This is part of the Slipo project for mining Locations of Interest. It provides distributed implementations in Apache Spark for the following operations:
-
Find hotspots from a collection of Points in 2D or (3D)(+ time => HotSpots_3D.scala) space using the Getis-Ord (Gi* statistic).
-
Find clusters implementing a distributed version of DBSCAN.
-
Performs LDA(latent Dirichlet allocation) in a collection of documents.
Input coordinates can be transformed on the fly from Source to Destination EPSG codes and back if specified in config.properties.

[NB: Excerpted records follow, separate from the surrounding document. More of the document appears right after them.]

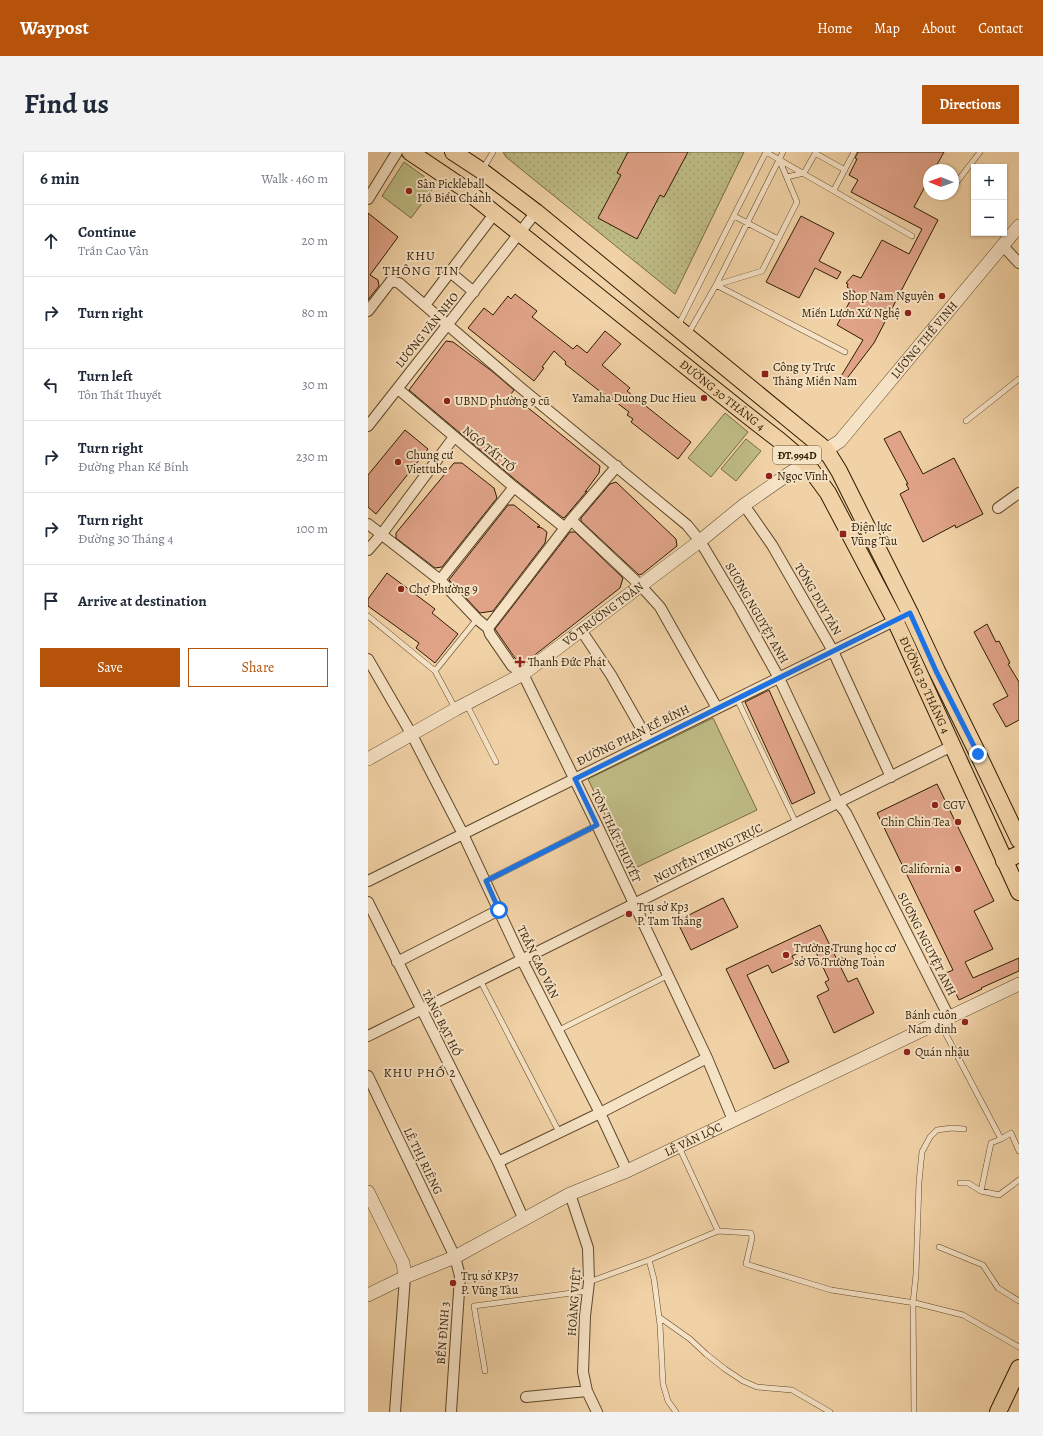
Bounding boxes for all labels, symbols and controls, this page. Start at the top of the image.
text: Waypost [20,15,89,41]
text: Home [817,19,852,38]
text: Map [874,19,900,38]
text: About [922,19,956,38]
text: Contact [978,19,1023,38]
text: Find us [24,85,109,123]
button: Directions [922,85,1019,124]
north arrow [923,164,959,200]
map controls [971,164,1007,236]
button: + [971,164,1007,200]
text: 6 min [40,167,80,190]
text: Walk · 460 m [261,170,328,187]
place label: Sân Pickleball Hồ Biểu Chánh [417,176,492,206]
marker: Sân Pickleball Hồ Biểu Chánh [404,186,414,196]
button: − [971,200,1007,236]
text: Continue [78,222,136,242]
icon: ahead [40,230,62,252]
text: 20 m [302,232,328,249]
text: Trần Cao Vân [78,242,149,259]
district label: KHU THÔNG TIN [383,247,459,279]
place label: Shop Nam Nguyên [842,288,934,304]
street label: LƯƠNG VĂN NHO [392,289,462,371]
marker: Shop Nam Nguyên [937,291,947,301]
street label: LƯƠNG THẾ VINH [887,298,961,382]
icon: right [40,302,62,324]
text: Turn right [78,303,143,323]
text: 80 m [301,304,328,321]
place label: Miến Lươn Xứ Nghệ [802,305,900,321]
marker: Miến Lươn Xứ Nghệ [903,308,913,318]
street label: ĐƯỜNG 30 THÁNG 4 [676,356,769,435]
place label: Công ty Trực Thăng Miền Nam [773,359,857,389]
text: Turn left [78,366,133,386]
marker: Công ty Trực Thăng Miền Nam [760,369,770,379]
icon: left [40,374,62,396]
text: 30 m [302,376,328,393]
text: Tôn Thất Thuyết [78,386,162,403]
place label: Yamaha Duong Duc Hieu [571,390,696,406]
place label: UBND phường 9 cũ [455,393,550,409]
marker: Yamaha Duong Duc Hieu [699,393,709,403]
marker: UBND phường 9 cũ [442,396,452,406]
street label: NGÔ TẤT TỐ [459,422,519,476]
text: Turn right [78,438,143,458]
icon: right [40,446,62,468]
road number: ĐT.994D [773,446,821,464]
place label: Chung cư Viettube [405,447,453,477]
text: 230 m [296,448,328,465]
marker: Chung cư Viettube [393,457,403,467]
text: Đường Phan Kế Bính [78,458,189,475]
place label: Ngọc Vĩnh [777,468,829,484]
marker: Ngọc Vĩnh [764,471,774,481]
text: Turn right [78,510,143,530]
icon: right [40,518,62,540]
place label: Điện lực Vũng Tàu [850,519,898,549]
text: 100 m [296,520,328,537]
marker: Điện lực Vũng Tàu [838,529,848,539]
text: Đường 30 Tháng 4 [78,530,173,547]
street label: SƯƠNG NGUYỆT ANH [722,560,792,666]
street label: TỐNG DUY TÂN [791,560,845,638]
street label: VÕ TRƯỜNG TOẢN [559,578,647,650]
place label: Chợ Phường 9 [409,581,478,597]
marker: Chợ Phường 9 [396,584,406,594]
icon: arrive [40,590,62,612]
text: Arrive at destination [78,591,207,611]
street label: ĐƯỜNG 30 THÁNG 4 [896,634,954,737]
button: Save [40,648,180,687]
button: Share [188,648,328,687]
place label: Thanh Đức Phát [528,654,606,670]
marker: Thanh Đức Phát [515,657,525,667]
street label: ĐƯỜNG PHAN KẾ BÍNH [574,701,692,769]
route end [969,745,987,763]
street label: TÔN THẤT THUYẾT [587,787,645,885]
place label: CGV [943,797,966,813]
marker: CGV [930,800,940,810]
place label: Chin Chin Tea [881,814,950,830]
marker: Chin Chin Tea [953,817,963,827]
street label: NGUYỄN TRUNG TRỰC [650,819,765,886]
place label: California [901,861,950,877]
marker: California [953,864,963,874]
street label: SƯƠNG NGUYỆT ANH [894,890,960,998]
place label: Trụ sở Kp3 P. Tam Thắng [637,899,702,929]
route start [490,901,508,919]
marker: Trụ sở Kp3 P. Tam Thắng [624,909,634,919]
street label: TRẦN CAO VÂN [513,923,563,1002]
place label: Trường Trung học cơ sở Võ Trường Toản [794,940,897,970]
marker: Trường Trung học cơ sở Võ Trường Toản [781,950,791,960]
street label: TĂNG BẠT HỔ [418,987,466,1059]
place label: Bánh cuôn Nam dinh [905,1007,958,1037]
marker: Bánh cuôn Nam dinh [960,1017,970,1027]
place label: Quán nhậu [915,1044,970,1060]
marker: Quán nhậu [902,1047,912,1057]
district label: KHU PHỐ 2 [383,1064,457,1081]
street label: LÊ VĂN LỘC [662,1119,725,1160]
street label: LÊ THỊ RIÊNG [400,1125,446,1197]
street label: HOÀNG VIỆT [564,1267,584,1337]
place label: Trụ sở KP37 P. Vũng Tàu [461,1268,519,1298]
marker: Trụ sở KP37 P. Vũng Tàu [448,1278,458,1288]
street label: BẾN ĐÌNH 3 [433,1301,453,1365]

For better accuracy you can specify these variables and assign cell-eps(Hotspots) and eps(DBSCAN) in meters instead of degrees by default: https://en.wikipedia.org/wiki/Decimal_degrees
- sbt (interacive build tool): https://www.scala-sbt.org/download.html
How to run Hotspots-Distributed:
-
Download or clone the project.
-
Open terminal inside root folder.
-
sbt package
-
Run spark-submit script as follows:
./spark-submit
--class runnables.(runnable) --master yarn --driver-memory 4g --executor-memory 4g path-to-generated-jar-file-from-Step-3.jar path-to-config.properties-File path-to-resources/EPSG_proj.csv
where --class refers to the main runable class e.g:(hotspots, dbscan or lda).
-
If you want to submit through curl:
-
Upload somewhere to HDFS the following files:
- Generated jar e.g: aoi-spark-2_2.11-0.1.jar
- config.properties
- resources/EPSG_proj.csv
- lib dir.
-
Fill config and app.json with appropriate variables. (app.json takes 2 arguments in args: path_to_config, path_to_EPSG_proj)
-
Run by submitting job to Spark cluster e.g: Yarn by: curl -d @app.json -H 'Content-Type: application/json' -X POST ..Cluster_Path/batches
-
Notice: aoi-spark is build under Spark Version 2.2.3. It is recommended for the Spark cluster to have the same version.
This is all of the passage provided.